Mountain guide. Shown at Base Camp, Mount McKinley.

Plumping up a climbing rësumë as robust as Steve House's is not a simple matter. Consider the current entries: McKinley, Mont Blanc, the Eiger, the Matterhorn; various peaks in South America and Asia; practically all of North America and definitely all of the Pacific Northwest. So he has to get creative. After a recent summitting of McKinley (his sixth) as a guide with the American Alpine Institute, House made constructive use of his off-the-clock time: tackling an unclimbed route by way of a 3,000-foot-high pinnacle. "It took us 30 hours to do it," he says. "But we got it — one shot." We're already marking up the vitae. Power Stretch zip-neck top, $125, and tights, $95, both Nautica Competition EPG by David Chu; Pursuit waterproof boots with neoprene socks, $170, by Sorel.

Nina Kemppel

Olympic skier, rescue worker. Atop Mount Alyeska Ski Resort.

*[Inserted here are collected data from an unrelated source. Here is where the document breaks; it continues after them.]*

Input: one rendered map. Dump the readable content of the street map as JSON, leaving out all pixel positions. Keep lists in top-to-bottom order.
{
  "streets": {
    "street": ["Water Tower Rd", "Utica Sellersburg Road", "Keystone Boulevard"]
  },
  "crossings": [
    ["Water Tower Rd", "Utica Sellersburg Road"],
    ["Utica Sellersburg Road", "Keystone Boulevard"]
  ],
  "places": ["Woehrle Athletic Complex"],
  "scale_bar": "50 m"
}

Kemppel's hoping for medal success in Nagano this winter — having been the top American in nordic combined at the last Winter Games — so the exhausting work of her seasonal day job, helping the Park Service pluck people off Mount McKinley, serves her pretty well. Not well enough to skip the regular three-and-a-half-hour-long training gruels to Alyeska's summit, of course, but at least on these excursions she has company: Anouk, her Siberian husky. Good thing, too; a moose once rushed Kemppel during her run, pinning her with a platter-size hoof while it readied a final stomp. "Anouk charged her, barking like crazy, and chased her off. I wouldn't be alive without her." Training jacket, $80, Dri-F.I.T. tights, $48, and Air-Humara trail running shoes, $95, all by Nike; Ray-t-ator T-shirt, $38, by Sierra Designs; corduroy cap, $15, by Gap.

DeeDee Jonrowe

Sled dog racer, sportfishing guide. Outside her home in Willow.

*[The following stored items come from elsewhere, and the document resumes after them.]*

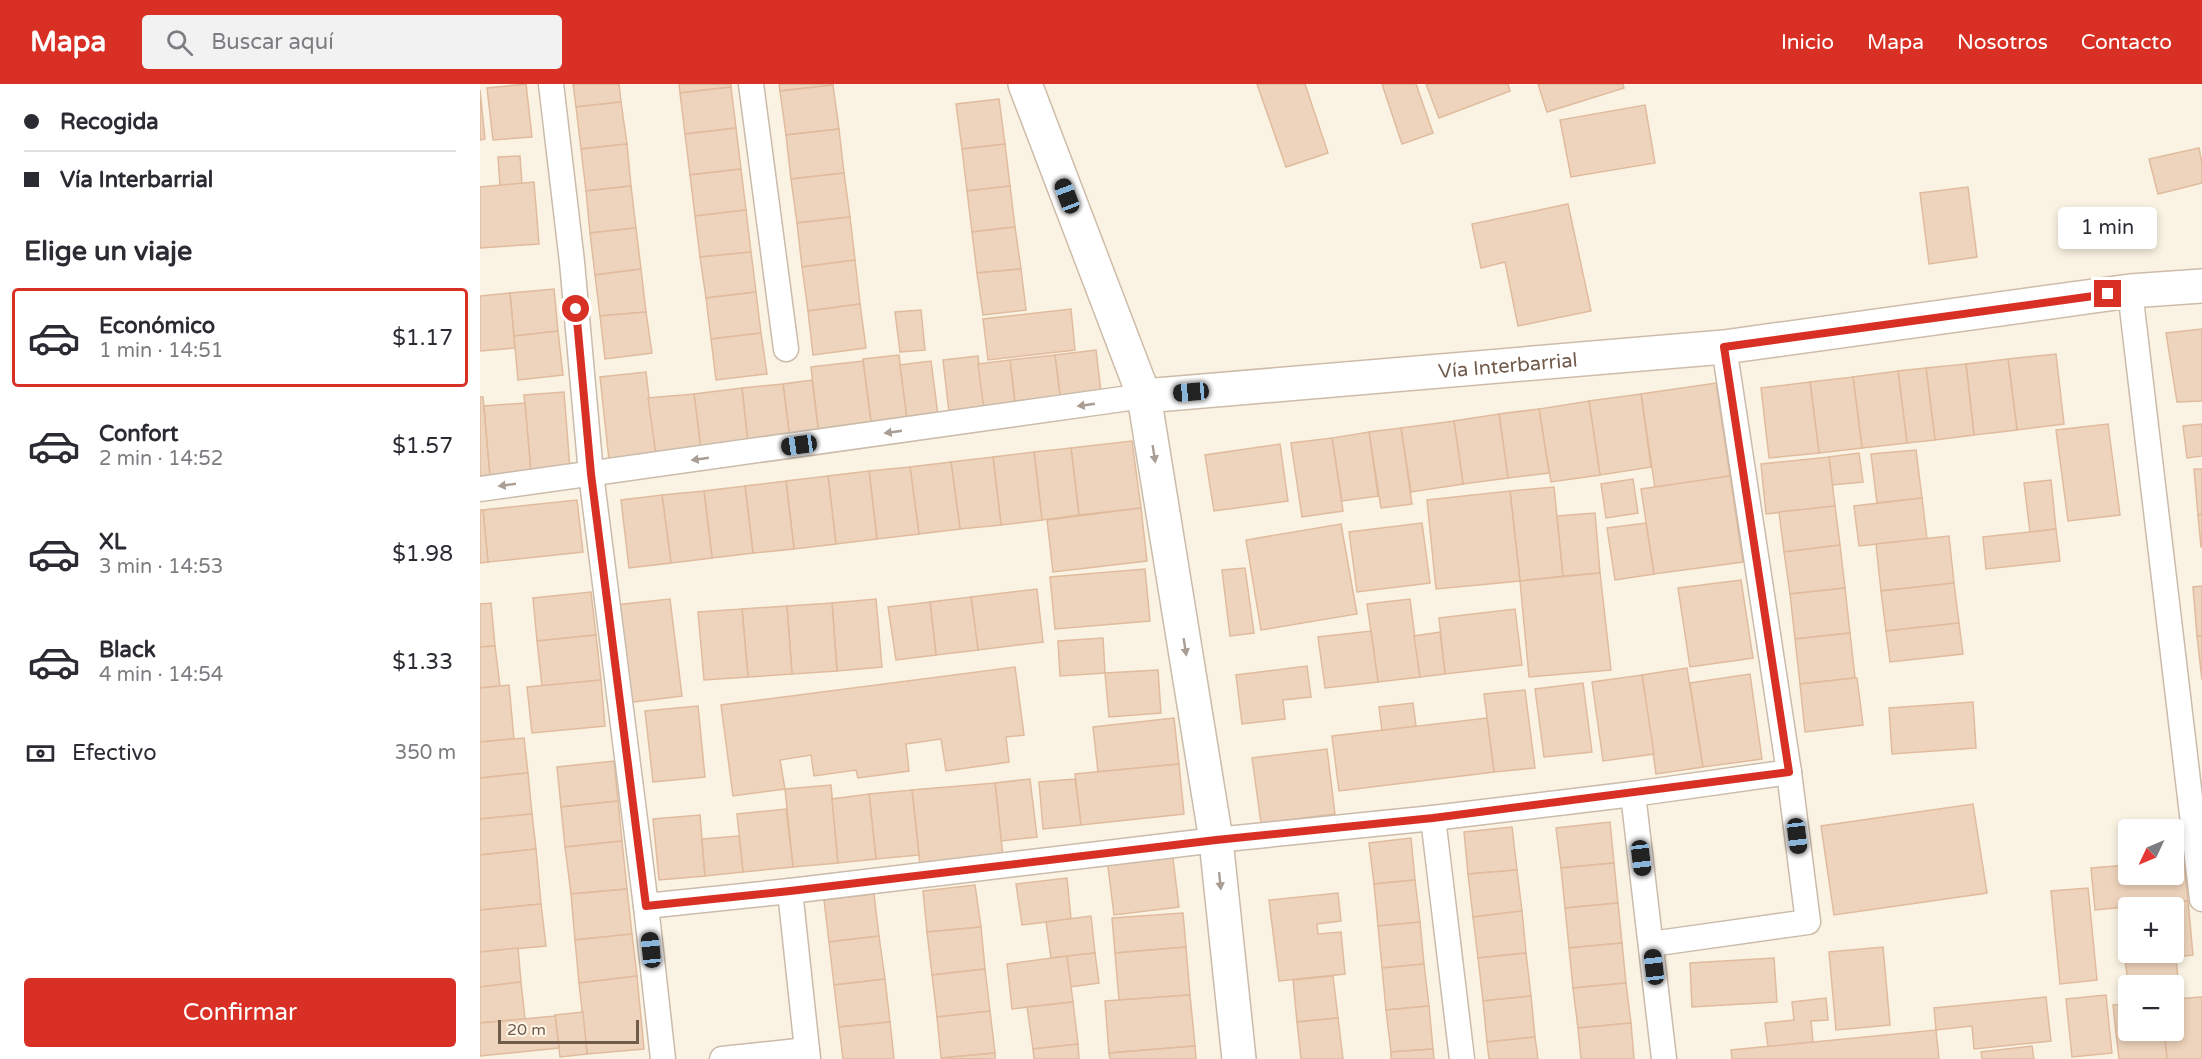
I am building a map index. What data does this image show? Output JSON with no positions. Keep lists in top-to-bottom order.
{
  "streets": {
    "main road": ["Vía Interbarrial"]
  },
  "scale_bar": "20 m",
  "north": "bottom left",
  "page": {
    "header": "Mapa",
    "search": "Buscar aquí",
    "nav": [
      "Inicio",
      "Mapa",
      "Nosotros",
      "Contacto"
    ],
    "banner": ["Recogida", "Vía Interbarrial"],
    "bubble": "1 min",
    "heading": "Elige un viaje",
    "list": [
      {
        "name": "Económico",
        "note": "1 min · 14:51",
        "value": "$1.17"
      },
      {
        "name": "Confort",
        "note": "2 min · 14:52",
        "value": "$1.57"
      },
      {
        "name": "XL",
        "note": "3 min · 14:53",
        "value": "$1.98"
      },
      {
        "name": "Black",
        "note": "4 min · 14:54",
        "value": "$1.33"
      }
    ],
    "pay": ["Efectivo", "350 m"],
    "map_buttons": ["+", "−"],
    "buttons": "Confirmar",
    "scale": "20 m"
  }
}
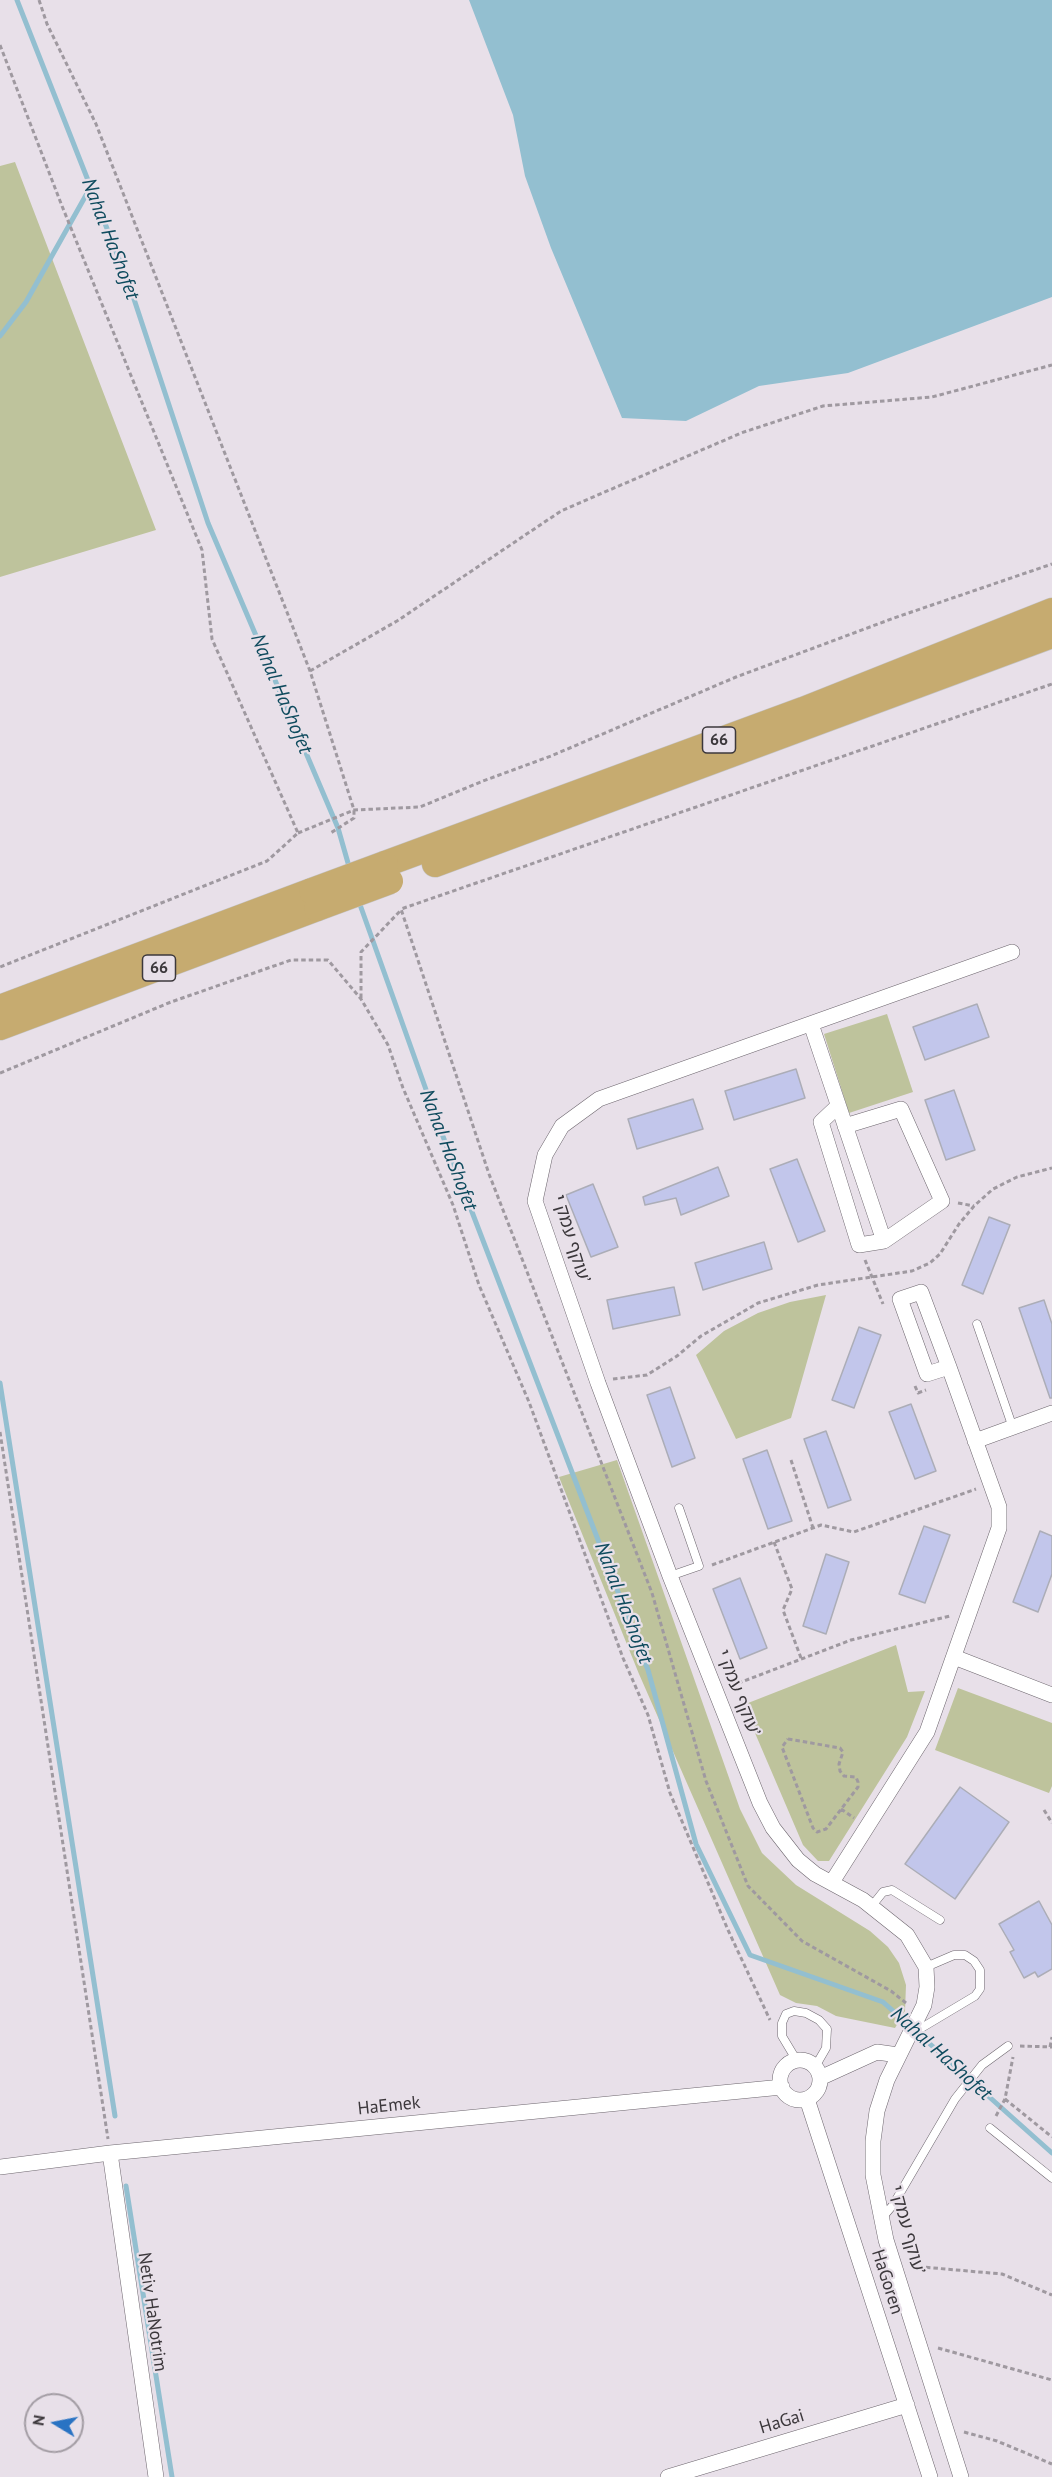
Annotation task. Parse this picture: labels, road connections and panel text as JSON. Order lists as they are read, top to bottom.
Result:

Scattered across Jonrowe's 15 acres of wooded land are 86 Alaskan huskies — her transportation — all of which she can call by name. "I pick a theme for each litter. Indian tribes, Santa's reindeer, Bible characters, you name it." Seventeen years of mushing and a second-place finish in the '93 Iditarod will yield some doggie tricks, and Jonrowe has a bushel of them. Like what to feed them. ("Bee pollen and hamburger meat.") And how to spot rivalries. ("It's in the way they hold their ears. After a while, you get a sense who doesn't like to eat their dinner next to whom.") Such preferences extend indoors, as well: Jonrowe's four Labs dine in the kitchen with their owner; the huskies make do alfresco. EBTEK Polartek jacket, $98, turtleneck, $18, and stretch pique
pants, $48, all by Eddie Bauer.

Marc Vance

Actor, stunt man. Aboard the Mount Alyeska Tram.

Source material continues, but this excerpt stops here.